» Your instructions: Pick out the lines below with "lane" and list them.

Saved entries:

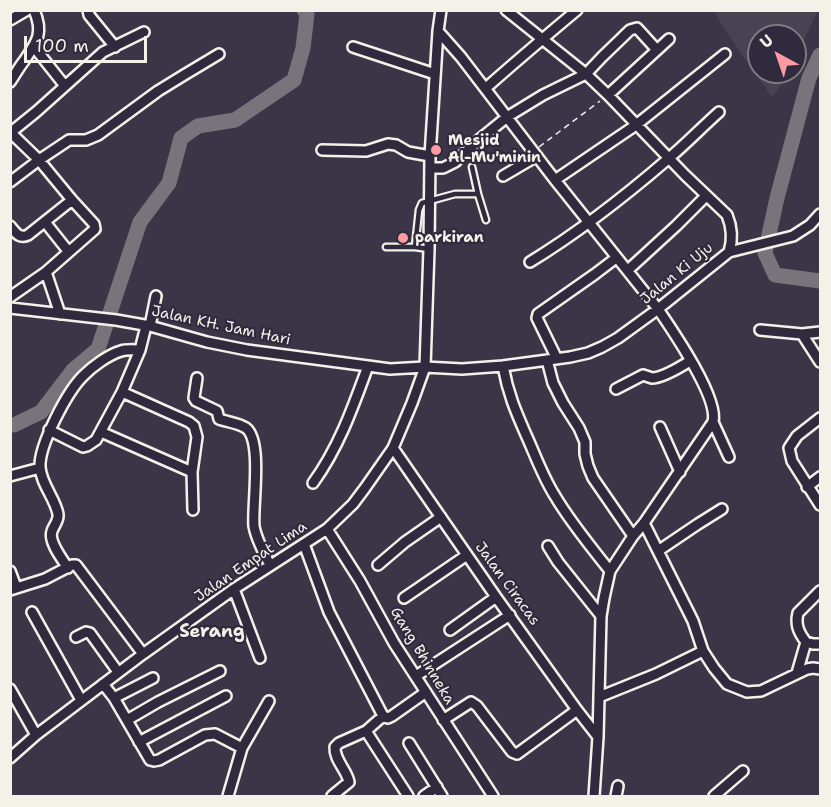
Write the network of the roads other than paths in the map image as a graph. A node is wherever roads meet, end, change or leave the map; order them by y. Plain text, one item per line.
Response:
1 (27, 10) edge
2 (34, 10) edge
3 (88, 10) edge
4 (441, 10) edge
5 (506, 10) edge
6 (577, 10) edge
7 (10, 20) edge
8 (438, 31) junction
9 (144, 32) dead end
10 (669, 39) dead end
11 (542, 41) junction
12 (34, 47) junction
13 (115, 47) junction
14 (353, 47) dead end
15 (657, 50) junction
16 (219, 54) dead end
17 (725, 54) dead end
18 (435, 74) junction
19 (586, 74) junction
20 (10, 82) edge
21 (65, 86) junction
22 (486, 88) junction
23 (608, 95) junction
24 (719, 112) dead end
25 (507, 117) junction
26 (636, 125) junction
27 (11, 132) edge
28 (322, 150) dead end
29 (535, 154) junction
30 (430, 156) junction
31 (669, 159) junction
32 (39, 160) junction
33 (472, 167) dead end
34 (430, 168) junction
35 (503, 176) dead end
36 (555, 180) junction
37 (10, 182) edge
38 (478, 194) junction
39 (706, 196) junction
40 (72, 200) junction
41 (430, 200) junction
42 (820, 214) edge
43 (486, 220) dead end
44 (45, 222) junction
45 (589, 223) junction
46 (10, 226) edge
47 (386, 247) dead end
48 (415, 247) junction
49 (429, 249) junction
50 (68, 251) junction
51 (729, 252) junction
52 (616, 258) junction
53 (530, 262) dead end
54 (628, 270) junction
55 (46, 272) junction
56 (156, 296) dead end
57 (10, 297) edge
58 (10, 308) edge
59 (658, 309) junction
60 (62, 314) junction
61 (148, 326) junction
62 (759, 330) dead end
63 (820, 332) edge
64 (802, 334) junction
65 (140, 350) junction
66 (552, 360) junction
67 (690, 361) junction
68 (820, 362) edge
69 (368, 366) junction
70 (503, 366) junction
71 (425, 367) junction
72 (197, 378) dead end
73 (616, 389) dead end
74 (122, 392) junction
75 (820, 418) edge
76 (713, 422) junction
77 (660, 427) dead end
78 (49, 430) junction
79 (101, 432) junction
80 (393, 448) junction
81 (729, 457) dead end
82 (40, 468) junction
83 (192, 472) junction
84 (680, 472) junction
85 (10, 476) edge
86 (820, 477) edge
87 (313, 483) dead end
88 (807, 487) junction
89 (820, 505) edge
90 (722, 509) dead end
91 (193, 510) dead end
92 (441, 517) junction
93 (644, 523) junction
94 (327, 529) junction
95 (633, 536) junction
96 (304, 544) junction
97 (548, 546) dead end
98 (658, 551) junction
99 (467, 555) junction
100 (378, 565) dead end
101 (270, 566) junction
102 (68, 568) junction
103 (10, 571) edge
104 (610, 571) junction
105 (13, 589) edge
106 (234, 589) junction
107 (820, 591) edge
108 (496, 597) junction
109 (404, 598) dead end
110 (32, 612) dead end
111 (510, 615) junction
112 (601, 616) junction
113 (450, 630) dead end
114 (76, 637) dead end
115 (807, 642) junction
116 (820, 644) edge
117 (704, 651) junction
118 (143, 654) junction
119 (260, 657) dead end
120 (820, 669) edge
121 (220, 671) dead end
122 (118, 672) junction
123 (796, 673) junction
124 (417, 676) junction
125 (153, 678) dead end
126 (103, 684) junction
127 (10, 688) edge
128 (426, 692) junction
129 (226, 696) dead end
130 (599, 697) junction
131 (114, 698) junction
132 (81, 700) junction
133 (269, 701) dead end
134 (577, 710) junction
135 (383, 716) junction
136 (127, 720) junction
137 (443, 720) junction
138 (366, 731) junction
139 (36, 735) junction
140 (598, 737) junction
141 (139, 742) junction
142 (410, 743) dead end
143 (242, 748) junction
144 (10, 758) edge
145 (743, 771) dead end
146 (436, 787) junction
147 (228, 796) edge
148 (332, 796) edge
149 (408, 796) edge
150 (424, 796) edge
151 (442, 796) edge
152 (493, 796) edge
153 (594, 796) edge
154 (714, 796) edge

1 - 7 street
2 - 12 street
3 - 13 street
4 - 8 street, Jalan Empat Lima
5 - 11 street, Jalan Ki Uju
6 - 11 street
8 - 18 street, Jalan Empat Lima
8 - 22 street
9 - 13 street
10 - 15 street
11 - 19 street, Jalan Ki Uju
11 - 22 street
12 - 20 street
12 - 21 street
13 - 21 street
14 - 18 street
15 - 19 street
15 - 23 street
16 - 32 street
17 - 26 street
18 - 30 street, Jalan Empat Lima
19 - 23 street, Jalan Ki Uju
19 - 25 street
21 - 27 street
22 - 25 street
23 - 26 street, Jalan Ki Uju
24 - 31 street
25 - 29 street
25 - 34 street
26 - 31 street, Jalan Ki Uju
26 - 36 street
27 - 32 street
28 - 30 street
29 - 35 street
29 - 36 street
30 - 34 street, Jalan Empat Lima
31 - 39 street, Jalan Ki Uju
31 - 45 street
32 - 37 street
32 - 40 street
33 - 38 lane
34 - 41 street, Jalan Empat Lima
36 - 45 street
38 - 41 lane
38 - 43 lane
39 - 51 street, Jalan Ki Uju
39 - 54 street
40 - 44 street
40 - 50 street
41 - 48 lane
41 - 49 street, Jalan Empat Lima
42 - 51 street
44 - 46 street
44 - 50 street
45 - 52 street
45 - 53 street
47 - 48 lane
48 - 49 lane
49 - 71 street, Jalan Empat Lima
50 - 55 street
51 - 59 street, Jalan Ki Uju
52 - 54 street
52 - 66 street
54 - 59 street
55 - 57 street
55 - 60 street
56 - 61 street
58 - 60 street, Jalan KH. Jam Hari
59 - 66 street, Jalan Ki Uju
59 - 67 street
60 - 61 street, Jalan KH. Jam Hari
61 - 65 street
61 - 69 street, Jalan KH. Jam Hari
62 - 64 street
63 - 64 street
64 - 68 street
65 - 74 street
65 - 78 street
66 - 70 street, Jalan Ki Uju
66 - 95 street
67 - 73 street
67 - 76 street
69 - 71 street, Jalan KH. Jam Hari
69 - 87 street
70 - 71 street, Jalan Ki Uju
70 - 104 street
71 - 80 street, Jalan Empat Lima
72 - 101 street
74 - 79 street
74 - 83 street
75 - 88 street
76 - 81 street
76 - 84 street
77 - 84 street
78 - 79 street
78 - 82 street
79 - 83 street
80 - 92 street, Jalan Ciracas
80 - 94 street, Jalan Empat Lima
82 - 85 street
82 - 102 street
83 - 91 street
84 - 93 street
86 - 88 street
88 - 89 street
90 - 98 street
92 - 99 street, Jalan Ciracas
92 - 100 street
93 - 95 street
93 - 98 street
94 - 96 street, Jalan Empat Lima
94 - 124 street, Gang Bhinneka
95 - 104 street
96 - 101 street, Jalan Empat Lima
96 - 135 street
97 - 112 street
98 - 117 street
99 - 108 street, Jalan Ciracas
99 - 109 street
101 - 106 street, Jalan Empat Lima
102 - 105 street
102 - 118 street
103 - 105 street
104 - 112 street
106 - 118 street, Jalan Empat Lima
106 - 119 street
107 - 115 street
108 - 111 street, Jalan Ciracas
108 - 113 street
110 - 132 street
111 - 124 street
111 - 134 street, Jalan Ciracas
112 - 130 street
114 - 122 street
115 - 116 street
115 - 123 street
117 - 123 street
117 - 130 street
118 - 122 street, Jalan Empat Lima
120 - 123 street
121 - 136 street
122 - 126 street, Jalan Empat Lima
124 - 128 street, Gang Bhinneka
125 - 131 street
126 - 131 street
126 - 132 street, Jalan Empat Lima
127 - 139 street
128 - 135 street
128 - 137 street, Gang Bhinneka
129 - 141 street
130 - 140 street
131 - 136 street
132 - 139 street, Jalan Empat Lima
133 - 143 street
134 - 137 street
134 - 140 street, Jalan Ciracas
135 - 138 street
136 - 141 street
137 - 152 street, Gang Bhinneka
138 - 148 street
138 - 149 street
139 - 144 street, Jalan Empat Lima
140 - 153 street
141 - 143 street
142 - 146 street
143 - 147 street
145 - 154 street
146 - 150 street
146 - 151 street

» Written response:
33 - 38 lane
38 - 41 lane
38 - 43 lane
41 - 48 lane
47 - 48 lane
48 - 49 lane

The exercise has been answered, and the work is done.